Your task> Beginning with the first line of the entries below, quote each line until you reach and include the line with "position:absolute; left:855px; top:15px;".

Collected data
--- START ---

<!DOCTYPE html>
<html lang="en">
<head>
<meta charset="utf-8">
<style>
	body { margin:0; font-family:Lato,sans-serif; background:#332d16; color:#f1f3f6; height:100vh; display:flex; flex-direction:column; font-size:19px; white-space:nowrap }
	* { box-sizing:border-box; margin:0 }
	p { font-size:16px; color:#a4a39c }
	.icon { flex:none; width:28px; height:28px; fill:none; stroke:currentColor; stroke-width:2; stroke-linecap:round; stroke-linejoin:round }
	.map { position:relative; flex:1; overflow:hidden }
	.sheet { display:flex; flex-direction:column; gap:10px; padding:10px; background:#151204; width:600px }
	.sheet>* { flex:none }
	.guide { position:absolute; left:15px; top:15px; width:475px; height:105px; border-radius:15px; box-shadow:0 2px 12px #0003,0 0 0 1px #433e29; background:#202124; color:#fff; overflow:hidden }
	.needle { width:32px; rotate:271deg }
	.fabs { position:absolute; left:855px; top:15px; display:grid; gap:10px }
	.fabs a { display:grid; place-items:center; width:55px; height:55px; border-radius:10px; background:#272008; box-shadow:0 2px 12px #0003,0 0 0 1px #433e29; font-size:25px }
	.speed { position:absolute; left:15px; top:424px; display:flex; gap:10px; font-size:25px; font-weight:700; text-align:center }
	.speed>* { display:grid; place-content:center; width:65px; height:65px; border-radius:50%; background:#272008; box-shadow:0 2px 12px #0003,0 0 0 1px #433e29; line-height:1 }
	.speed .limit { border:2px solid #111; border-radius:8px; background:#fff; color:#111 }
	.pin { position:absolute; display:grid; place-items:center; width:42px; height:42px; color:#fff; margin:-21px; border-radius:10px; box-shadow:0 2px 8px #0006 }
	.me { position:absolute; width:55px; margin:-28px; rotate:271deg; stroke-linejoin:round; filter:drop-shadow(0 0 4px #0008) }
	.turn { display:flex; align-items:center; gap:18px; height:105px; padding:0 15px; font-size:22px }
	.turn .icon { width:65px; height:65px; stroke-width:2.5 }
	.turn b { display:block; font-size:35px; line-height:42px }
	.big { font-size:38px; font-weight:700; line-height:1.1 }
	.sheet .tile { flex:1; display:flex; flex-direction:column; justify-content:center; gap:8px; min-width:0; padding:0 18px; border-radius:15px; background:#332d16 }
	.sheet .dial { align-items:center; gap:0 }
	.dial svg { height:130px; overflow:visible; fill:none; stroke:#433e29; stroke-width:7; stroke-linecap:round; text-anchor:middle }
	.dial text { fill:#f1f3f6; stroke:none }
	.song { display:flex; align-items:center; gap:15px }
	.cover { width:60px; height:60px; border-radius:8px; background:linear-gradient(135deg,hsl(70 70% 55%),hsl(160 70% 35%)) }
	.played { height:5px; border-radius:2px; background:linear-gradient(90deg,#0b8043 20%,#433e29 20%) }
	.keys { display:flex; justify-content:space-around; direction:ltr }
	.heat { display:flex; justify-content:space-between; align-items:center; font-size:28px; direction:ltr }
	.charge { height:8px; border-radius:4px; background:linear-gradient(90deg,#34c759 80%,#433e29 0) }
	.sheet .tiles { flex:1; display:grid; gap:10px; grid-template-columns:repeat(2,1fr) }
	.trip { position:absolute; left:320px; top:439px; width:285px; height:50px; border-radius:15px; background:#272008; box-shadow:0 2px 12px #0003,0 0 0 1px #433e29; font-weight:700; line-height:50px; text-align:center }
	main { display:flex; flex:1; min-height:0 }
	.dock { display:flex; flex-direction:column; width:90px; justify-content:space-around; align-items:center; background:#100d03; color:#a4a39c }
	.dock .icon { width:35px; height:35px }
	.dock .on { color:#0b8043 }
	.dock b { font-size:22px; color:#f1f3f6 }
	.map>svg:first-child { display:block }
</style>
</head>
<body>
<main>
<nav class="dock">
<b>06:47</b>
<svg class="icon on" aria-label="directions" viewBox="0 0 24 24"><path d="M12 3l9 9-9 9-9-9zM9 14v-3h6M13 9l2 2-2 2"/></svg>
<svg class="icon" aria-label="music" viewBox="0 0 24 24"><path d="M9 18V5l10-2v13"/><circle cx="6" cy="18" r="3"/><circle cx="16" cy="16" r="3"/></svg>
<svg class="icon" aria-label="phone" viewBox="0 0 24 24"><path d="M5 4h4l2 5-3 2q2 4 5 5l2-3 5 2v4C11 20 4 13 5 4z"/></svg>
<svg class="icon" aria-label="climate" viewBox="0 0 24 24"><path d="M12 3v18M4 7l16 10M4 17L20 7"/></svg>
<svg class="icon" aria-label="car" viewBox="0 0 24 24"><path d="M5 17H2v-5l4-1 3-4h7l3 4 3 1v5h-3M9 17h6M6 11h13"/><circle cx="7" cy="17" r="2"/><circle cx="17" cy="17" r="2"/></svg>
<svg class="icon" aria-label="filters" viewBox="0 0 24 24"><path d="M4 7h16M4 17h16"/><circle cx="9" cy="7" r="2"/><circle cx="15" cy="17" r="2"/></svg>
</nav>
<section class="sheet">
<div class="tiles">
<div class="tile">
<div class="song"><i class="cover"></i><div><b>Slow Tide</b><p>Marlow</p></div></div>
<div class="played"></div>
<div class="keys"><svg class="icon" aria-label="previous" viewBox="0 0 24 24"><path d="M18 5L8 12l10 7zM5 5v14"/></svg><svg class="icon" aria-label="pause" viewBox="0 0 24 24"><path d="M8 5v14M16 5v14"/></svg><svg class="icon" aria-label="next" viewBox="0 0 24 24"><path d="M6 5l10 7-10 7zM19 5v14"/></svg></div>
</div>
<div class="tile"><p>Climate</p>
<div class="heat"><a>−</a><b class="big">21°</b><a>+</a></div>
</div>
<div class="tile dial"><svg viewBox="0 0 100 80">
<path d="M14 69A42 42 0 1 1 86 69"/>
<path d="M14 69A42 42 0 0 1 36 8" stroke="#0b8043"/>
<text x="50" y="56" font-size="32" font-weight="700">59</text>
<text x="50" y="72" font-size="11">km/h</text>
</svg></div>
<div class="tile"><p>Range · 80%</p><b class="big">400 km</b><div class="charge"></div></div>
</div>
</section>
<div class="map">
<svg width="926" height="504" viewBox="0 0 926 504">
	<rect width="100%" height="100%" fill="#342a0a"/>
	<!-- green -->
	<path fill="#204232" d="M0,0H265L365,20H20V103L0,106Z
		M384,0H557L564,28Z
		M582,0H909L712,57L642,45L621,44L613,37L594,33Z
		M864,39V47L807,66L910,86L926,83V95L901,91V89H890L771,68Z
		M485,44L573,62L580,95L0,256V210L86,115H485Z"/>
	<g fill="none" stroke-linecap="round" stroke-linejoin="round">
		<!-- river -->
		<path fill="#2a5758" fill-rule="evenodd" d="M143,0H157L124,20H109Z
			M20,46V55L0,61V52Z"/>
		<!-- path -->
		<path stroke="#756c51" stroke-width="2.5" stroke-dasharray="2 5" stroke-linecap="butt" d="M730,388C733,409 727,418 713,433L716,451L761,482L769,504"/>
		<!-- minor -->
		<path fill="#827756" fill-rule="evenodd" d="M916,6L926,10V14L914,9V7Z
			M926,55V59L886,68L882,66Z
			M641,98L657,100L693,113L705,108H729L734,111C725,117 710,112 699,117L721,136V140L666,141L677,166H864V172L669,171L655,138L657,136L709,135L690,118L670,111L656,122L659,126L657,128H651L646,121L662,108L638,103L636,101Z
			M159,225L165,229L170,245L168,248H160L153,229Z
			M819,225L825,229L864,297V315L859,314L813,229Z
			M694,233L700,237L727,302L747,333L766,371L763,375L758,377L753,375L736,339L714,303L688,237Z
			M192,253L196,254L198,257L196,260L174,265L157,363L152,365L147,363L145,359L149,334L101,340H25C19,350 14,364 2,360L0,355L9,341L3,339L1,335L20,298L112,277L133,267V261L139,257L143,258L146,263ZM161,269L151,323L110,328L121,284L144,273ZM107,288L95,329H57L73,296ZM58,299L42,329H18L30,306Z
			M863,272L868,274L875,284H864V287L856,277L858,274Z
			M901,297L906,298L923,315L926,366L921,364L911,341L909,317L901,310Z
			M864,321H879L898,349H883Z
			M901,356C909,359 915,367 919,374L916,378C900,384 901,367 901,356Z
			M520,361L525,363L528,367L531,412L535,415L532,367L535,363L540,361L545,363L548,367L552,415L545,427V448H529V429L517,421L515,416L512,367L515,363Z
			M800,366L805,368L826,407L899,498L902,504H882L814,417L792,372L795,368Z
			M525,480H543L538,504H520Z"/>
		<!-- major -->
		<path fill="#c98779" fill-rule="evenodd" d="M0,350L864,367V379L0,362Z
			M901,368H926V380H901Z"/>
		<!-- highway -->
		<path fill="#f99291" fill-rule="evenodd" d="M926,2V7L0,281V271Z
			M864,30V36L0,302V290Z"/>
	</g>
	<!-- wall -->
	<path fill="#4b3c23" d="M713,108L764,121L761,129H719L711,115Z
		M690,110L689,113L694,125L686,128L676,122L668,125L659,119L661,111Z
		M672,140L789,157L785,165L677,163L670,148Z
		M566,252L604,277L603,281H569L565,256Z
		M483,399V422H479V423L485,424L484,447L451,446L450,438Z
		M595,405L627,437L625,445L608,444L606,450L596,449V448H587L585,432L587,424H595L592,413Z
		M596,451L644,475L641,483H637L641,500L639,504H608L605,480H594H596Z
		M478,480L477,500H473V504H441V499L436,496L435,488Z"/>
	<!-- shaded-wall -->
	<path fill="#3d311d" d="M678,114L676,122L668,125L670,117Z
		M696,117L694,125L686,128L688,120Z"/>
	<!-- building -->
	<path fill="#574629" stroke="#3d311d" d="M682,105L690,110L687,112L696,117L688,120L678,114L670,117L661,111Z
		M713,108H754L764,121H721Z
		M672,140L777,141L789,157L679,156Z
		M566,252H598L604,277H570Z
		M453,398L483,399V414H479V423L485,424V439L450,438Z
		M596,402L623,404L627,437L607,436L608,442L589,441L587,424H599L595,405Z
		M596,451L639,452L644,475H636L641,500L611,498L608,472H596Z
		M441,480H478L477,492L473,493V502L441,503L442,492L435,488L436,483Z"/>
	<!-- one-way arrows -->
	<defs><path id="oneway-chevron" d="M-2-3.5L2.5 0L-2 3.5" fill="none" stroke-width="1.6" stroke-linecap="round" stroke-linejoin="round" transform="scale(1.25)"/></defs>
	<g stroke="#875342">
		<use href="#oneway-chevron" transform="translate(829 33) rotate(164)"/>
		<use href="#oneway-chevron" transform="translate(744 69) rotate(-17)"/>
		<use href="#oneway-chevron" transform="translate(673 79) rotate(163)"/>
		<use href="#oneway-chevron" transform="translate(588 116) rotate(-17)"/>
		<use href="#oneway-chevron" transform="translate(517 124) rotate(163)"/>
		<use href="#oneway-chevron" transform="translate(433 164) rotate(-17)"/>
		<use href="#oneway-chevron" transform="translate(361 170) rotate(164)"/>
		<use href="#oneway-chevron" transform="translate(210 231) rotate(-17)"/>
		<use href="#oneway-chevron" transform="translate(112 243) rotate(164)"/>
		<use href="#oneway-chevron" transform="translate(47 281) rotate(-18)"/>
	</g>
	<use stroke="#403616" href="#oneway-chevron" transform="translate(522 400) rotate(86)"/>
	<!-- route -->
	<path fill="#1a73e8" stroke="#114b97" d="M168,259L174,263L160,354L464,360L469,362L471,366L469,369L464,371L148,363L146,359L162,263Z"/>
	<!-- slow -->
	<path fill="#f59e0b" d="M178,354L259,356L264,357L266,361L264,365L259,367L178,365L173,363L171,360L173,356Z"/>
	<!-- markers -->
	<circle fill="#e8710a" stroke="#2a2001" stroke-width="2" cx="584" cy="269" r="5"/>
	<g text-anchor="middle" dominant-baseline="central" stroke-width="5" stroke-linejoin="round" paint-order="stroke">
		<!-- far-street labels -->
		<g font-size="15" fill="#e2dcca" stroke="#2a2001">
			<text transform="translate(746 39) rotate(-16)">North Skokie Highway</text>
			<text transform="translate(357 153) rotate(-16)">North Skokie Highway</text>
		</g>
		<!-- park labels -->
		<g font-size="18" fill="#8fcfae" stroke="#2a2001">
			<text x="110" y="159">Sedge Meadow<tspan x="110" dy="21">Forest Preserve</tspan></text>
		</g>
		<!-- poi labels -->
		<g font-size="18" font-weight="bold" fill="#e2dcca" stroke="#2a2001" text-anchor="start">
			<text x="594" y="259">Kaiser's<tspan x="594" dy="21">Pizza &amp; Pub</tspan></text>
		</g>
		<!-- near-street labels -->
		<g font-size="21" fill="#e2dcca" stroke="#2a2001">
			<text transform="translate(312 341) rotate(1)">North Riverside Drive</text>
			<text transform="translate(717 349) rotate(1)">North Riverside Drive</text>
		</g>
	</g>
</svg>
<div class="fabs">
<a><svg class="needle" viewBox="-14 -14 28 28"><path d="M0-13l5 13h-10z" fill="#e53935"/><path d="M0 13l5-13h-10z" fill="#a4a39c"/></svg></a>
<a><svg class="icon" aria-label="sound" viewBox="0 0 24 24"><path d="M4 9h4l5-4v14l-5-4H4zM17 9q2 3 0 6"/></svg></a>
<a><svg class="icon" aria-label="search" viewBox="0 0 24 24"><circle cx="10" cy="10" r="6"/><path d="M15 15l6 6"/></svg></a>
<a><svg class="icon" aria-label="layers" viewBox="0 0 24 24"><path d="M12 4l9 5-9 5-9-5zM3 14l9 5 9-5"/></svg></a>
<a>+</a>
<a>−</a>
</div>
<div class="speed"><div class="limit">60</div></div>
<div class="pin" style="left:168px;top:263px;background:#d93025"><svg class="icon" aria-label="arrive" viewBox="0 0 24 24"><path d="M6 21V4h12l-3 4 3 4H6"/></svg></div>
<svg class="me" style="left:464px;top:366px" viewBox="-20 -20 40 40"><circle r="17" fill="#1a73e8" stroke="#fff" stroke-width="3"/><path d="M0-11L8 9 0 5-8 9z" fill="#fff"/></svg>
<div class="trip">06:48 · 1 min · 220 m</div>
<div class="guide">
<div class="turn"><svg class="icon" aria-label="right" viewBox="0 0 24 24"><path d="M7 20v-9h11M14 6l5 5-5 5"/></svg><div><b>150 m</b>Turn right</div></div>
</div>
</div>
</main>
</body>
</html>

--- END ---

Your response>
<!DOCTYPE html>
<html lang="en">
<head>
<meta charset="utf-8">
<style>
	body { margin:0; font-family:Lato,sans-serif; background:#332d16; color:#f1f3f6; height:100vh; display:flex; flex-direction:column; font-size:19px; white-space:nowrap }
	* { box-sizing:border-box; margin:0 }
	p { font-size:16px; color:#a4a39c }
	.icon { flex:none; width:28px; height:28px; fill:none; stroke:currentColor; stroke-width:2; stroke-linecap:round; stroke-linejoin:round }
	.map { position:relative; flex:1; overflow:hidden }
	.sheet { display:flex; flex-direction:column; gap:10px; padding:10px; background:#151204; width:600px }
	.sheet>* { flex:none }
	.guide { position:absolute; left:15px; top:15px; width:475px; height:105px; border-radius:15px; box-shadow:0 2px 12px #0003,0 0 0 1px #433e29; background:#202124; color:#fff; overflow:hidden }
	.needle { width:32px; rotate:271deg }
	.fabs { position:absolute; left:855px; top:15px; display:grid; gap:10px }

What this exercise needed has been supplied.